La transparence des entreprises pourrait-elle être l’une des solutions pour limiter le changement climatique ? Ou, à tout le moins, serait-elle un moyen de tenir les entreprises responsables de leur impact sur l’environnement ? 94 % des investisseurs eux-mêmes doutent de la validité des rapports sur le développement durable des entreprises, qui utilisent quantité d’affirmations non étayées selon le « Global Investor Survey 2023 » de PwC. Et leur scepticisme n’est pas infondé, selon l’étude que nous avons menée et récemment publiée.
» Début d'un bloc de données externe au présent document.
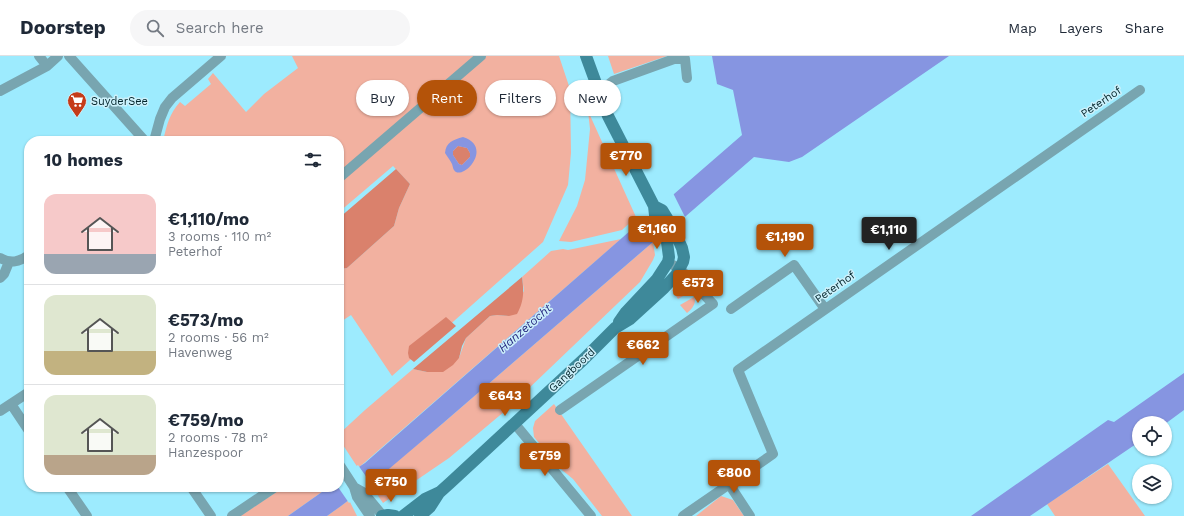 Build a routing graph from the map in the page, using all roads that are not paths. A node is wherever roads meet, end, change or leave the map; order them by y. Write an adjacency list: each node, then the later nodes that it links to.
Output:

En effet, si la transparence des entreprises est une première étape stratégique vers une économie plus durable, elle ne suffira pas à elle seule à obtenir des résultats positifs en matière d’impact des entreprises sur nos écosystèmes. Pour que le changement se produise réellement, trois conditions sont nécessaires : lier les actions des entreprises à leur impact sur l’environnement, prendre en compte les effets des opérations quotidiennes sur la nature et aligner les incitations financières et les objectifs écologiques.
Des débuts timides
Même si l’on observe une pression croissante en faveur des réglementations relatives à la prise en compte des écosystèmes naturels – en particulier sur les déclarations (disclosures) s’y rapportant – les entreprises commencent tout juste à fournir des informations sur leurs performances, leurs impacts et leurs risques en lien avec la nature. C’est l’essence même de la règlementation SFDR – Sustainable Finance Disclosure Regulation qui est entrée en vigueur en 2021 et de la directive CSRD – Corporate Sustainability Reporting Directive qui entre en vigueur en 2024 et vise à renforcer les obligations de transparence des entreprises sur les questions ESG au sein de l’Union européenne. Ces mesures sont caractéristiques d’un certain type d’approche, qui utilise la déclaration obligatoire d’informations comme moyen de réguler les comportements.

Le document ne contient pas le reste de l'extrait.